**TRY IT**
Print the listing once more, exactly as it stands.

**DATA SUPPLIED**
* * * * * * *

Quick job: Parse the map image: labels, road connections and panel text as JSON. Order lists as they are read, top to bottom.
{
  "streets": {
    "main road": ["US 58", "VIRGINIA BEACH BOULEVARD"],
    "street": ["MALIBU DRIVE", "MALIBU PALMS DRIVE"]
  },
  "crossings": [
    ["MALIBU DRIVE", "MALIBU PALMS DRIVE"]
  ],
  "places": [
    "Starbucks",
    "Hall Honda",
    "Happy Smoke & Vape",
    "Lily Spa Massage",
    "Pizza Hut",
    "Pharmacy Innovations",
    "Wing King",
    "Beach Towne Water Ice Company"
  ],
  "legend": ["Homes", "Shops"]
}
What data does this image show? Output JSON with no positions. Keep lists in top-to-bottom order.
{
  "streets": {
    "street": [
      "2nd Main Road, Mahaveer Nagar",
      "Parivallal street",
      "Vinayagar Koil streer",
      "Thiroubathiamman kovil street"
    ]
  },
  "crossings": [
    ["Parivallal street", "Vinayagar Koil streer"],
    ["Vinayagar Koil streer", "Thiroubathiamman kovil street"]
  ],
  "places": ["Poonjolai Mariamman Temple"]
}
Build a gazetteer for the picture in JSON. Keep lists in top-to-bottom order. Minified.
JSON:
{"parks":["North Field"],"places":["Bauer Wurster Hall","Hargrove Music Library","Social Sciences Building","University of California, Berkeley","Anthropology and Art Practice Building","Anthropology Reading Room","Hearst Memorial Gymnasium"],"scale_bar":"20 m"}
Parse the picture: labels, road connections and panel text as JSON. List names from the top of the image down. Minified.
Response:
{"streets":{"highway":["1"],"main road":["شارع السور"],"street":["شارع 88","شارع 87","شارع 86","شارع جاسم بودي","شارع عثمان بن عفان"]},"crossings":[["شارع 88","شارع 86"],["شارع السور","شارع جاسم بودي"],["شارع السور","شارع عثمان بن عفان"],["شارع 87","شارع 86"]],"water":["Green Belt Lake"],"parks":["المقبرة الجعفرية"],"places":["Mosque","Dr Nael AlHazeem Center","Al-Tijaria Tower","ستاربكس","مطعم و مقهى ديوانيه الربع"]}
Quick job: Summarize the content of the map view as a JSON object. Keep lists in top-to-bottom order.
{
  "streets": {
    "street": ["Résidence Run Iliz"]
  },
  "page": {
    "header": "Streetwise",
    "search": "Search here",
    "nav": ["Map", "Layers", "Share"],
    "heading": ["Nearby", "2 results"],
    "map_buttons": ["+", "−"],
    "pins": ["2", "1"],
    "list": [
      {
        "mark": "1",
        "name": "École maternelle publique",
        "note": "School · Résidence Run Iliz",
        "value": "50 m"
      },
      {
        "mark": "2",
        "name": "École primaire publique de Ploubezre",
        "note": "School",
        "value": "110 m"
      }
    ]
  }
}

* * * * * * *

**WRITTEN SOLUTION**
Quick job: Parse the map image: labels, road connections and panel text as JSON. Order lists as they are read, top to bottom.
{
  "streets": {
    "main road": ["US 58", "VIRGINIA BEACH BOULEVARD"],
    "street": ["MALIBU DRIVE", "MALIBU PALMS DRIVE"]
  },
  "crossings": [
    ["MALIBU DRIVE", "MALIBU PALMS DRIVE"]
  ],
  "places": [
    "Starbucks",
    "Hall Honda",
    "Happy Smoke & Vape",
    "Lily Spa Massage",
    "Pizza Hut",
    "Pharmacy Innovations",
    "Wing King",
    "Beach Towne Water Ice Company"
  ],
  "legend": ["Homes", "Shops"]
}
What data does this image show? Output JSON with no positions. Keep lists in top-to-bottom order.
{
  "streets": {
    "street": [
      "2nd Main Road, Mahaveer Nagar",
      "Parivallal street",
      "Vinayagar Koil streer",
      "Thiroubathiamman kovil street"
    ]
  },
  "crossings": [
    ["Parivallal street", "Vinayagar Koil streer"],
    ["Vinayagar Koil streer", "Thiroubathiamman kovil street"]
  ],
  "places": ["Poonjolai Mariamman Temple"]
}
Build a gazetteer for the picture in JSON. Keep lists in top-to-bottom order. Minified.
JSON:
{"parks":["North Field"],"places":["Bauer Wurster Hall","Hargrove Music Library","Social Sciences Building","University of California, Berkeley","Anthropology and Art Practice Building","Anthropology Reading Room","Hearst Memorial Gymnasium"],"scale_bar":"20 m"}
Parse the picture: labels, road connections and panel text as JSON. List names from the top of the image down. Minified.
Response:
{"streets":{"highway":["1"],"main road":["شارع السور"],"street":["شارع 88","شارع 87","شارع 86","شارع جاسم بودي","شارع عثمان بن عفان"]},"crossings":[["شارع 88","شارع 86"],["شارع السور","شارع جاسم بودي"],["شارع السور","شارع عثمان بن عفان"],["شارع 87","شارع 86"]],"water":["Green Belt Lake"],"parks":["المقبرة الجعفرية"],"places":["Mosque","Dr Nael AlHazeem Center","Al-Tijaria Tower","ستاربكس","مطعم و مقهى ديوانيه الربع"]}
Quick job: Summarize the content of the map view as a JSON object. Keep lists in top-to-bottom order.
{
  "streets": {
    "street": ["Résidence Run Iliz"]
  },
  "page": {
    "header": "Streetwise",
    "search": "Search here",
    "nav": ["Map", "Layers", "Share"],
    "heading": ["Nearby", "2 results"],
    "map_buttons": ["+", "−"],
    "pins": ["2", "1"],
    "list": [
      {
        "mark": "1",
        "name": "École maternelle publique",
        "note": "School · Résidence Run Iliz",
        "value": "50 m"
      },
      {
        "mark": "2",
        "name": "École primaire publique de Ploubezre",
        "note": "School",
        "value": "110 m"
      }
    ]
  }
}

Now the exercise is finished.